(Dataset entries)
——
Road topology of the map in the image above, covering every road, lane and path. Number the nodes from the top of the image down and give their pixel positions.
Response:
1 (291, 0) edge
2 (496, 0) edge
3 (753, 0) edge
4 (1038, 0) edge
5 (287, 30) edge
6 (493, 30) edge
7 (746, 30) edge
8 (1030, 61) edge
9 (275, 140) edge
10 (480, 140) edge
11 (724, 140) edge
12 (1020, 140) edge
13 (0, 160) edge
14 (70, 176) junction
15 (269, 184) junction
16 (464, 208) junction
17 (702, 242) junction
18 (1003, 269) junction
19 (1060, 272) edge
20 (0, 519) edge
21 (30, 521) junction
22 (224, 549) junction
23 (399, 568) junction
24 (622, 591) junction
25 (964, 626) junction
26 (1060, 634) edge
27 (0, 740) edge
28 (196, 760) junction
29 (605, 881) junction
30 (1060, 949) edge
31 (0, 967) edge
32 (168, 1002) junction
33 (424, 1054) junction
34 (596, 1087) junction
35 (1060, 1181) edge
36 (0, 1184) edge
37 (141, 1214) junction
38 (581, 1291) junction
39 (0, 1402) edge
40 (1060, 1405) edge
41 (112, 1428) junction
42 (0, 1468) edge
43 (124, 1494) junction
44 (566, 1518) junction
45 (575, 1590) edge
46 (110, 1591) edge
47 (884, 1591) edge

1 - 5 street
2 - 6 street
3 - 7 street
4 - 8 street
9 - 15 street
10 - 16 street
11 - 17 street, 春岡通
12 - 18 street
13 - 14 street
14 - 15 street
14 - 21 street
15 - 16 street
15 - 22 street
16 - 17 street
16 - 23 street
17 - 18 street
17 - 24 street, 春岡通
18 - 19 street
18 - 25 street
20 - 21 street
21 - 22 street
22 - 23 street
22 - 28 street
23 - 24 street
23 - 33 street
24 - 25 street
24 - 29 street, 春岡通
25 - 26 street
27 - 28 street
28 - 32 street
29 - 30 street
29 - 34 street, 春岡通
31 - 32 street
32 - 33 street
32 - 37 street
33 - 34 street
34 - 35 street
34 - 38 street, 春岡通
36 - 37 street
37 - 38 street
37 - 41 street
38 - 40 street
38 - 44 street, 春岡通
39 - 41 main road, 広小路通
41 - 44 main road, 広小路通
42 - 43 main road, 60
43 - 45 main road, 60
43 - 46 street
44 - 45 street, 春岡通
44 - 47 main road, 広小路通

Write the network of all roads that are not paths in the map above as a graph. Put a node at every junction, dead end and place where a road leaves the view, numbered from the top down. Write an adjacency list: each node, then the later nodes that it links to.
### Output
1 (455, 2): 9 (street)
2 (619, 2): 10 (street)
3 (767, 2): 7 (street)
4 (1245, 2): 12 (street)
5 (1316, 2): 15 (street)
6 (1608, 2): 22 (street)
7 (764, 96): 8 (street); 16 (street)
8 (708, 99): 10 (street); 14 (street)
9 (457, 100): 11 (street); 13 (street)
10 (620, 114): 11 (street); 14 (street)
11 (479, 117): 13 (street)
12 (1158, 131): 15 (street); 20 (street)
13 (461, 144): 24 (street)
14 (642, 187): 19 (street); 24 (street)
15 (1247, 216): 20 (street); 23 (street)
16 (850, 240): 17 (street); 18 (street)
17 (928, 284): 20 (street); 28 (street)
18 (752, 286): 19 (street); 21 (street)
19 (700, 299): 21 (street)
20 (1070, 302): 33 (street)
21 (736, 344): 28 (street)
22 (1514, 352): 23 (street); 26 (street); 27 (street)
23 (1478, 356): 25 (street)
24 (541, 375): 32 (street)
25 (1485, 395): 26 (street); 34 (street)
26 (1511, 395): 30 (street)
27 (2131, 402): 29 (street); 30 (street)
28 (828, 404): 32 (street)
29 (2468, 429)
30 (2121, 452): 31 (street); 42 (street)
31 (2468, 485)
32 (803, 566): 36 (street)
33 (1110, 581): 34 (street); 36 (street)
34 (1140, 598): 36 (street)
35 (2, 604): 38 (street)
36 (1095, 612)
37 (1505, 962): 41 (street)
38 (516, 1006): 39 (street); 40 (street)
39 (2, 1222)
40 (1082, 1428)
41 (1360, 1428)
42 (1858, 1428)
——
* **EXERCISE GOAL**
All of the entries above must be output word for word.

* **RESPONSE**
Road topology of the map in the image above, covering every road, lane and path. Number the nodes from the top of the image down and give their pixel positions.
Response:
1 (291, 0) edge
2 (496, 0) edge
3 (753, 0) edge
4 (1038, 0) edge
5 (287, 30) edge
6 (493, 30) edge
7 (746, 30) edge
8 (1030, 61) edge
9 (275, 140) edge
10 (480, 140) edge
11 (724, 140) edge
12 (1020, 140) edge
13 (0, 160) edge
14 (70, 176) junction
15 (269, 184) junction
16 (464, 208) junction
17 (702, 242) junction
18 (1003, 269) junction
19 (1060, 272) edge
20 (0, 519) edge
21 (30, 521) junction
22 (224, 549) junction
23 (399, 568) junction
24 (622, 591) junction
25 (964, 626) junction
26 (1060, 634) edge
27 (0, 740) edge
28 (196, 760) junction
29 (605, 881) junction
30 (1060, 949) edge
31 (0, 967) edge
32 (168, 1002) junction
33 (424, 1054) junction
34 (596, 1087) junction
35 (1060, 1181) edge
36 (0, 1184) edge
37 (141, 1214) junction
38 (581, 1291) junction
39 (0, 1402) edge
40 (1060, 1405) edge
41 (112, 1428) junction
42 (0, 1468) edge
43 (124, 1494) junction
44 (566, 1518) junction
45 (575, 1590) edge
46 (110, 1591) edge
47 (884, 1591) edge

1 - 5 street
2 - 6 street
3 - 7 street
4 - 8 street
9 - 15 street
10 - 16 street
11 - 17 street, 春岡通
12 - 18 street
13 - 14 street
14 - 15 street
14 - 21 street
15 - 16 street
15 - 22 street
16 - 17 street
16 - 23 street
17 - 18 street
17 - 24 street, 春岡通
18 - 19 street
18 - 25 street
20 - 21 street
21 - 22 street
22 - 23 street
22 - 28 street
23 - 24 street
23 - 33 street
24 - 25 street
24 - 29 street, 春岡通
25 - 26 street
27 - 28 street
28 - 32 street
29 - 30 street
29 - 34 street, 春岡通
31 - 32 street
32 - 33 street
32 - 37 street
33 - 34 street
34 - 35 street
34 - 38 street, 春岡通
36 - 37 street
37 - 38 street
37 - 41 street
38 - 40 street
38 - 44 street, 春岡通
39 - 41 main road, 広小路通
41 - 44 main road, 広小路通
42 - 43 main road, 60
43 - 45 main road, 60
43 - 46 street
44 - 45 street, 春岡通
44 - 47 main road, 広小路通

Write the network of all roads that are not paths in the map above as a graph. Put a node at every junction, dead end and place where a road leaves the view, numbered from the top down. Write an adjacency list: each node, then the later nodes that it links to.
### Output
1 (455, 2): 9 (street)
2 (619, 2): 10 (street)
3 (767, 2): 7 (street)
4 (1245, 2): 12 (street)
5 (1316, 2): 15 (street)
6 (1608, 2): 22 (street)
7 (764, 96): 8 (street); 16 (street)
8 (708, 99): 10 (street); 14 (street)
9 (457, 100): 11 (street); 13 (street)
10 (620, 114): 11 (street); 14 (street)
11 (479, 117): 13 (street)
12 (1158, 131): 15 (street); 20 (street)
13 (461, 144): 24 (street)
14 (642, 187): 19 (street); 24 (street)
15 (1247, 216): 20 (street); 23 (street)
16 (850, 240): 17 (street); 18 (street)
17 (928, 284): 20 (street); 28 (street)
18 (752, 286): 19 (street); 21 (street)
19 (700, 299): 21 (street)
20 (1070, 302): 33 (street)
21 (736, 344): 28 (street)
22 (1514, 352): 23 (street); 26 (street); 27 (street)
23 (1478, 356): 25 (street)
24 (541, 375): 32 (street)
25 (1485, 395): 26 (street); 34 (street)
26 (1511, 395): 30 (street)
27 (2131, 402): 29 (street); 30 (street)
28 (828, 404): 32 (street)
29 (2468, 429)
30 (2121, 452): 31 (street); 42 (street)
31 (2468, 485)
32 (803, 566): 36 (street)
33 (1110, 581): 34 (street); 36 (street)
34 (1140, 598): 36 (street)
35 (2, 604): 38 (street)
36 (1095, 612)
37 (1505, 962): 41 (street)
38 (516, 1006): 39 (street); 40 (street)
39 (2, 1222)
40 (1082, 1428)
41 (1360, 1428)
42 (1858, 1428)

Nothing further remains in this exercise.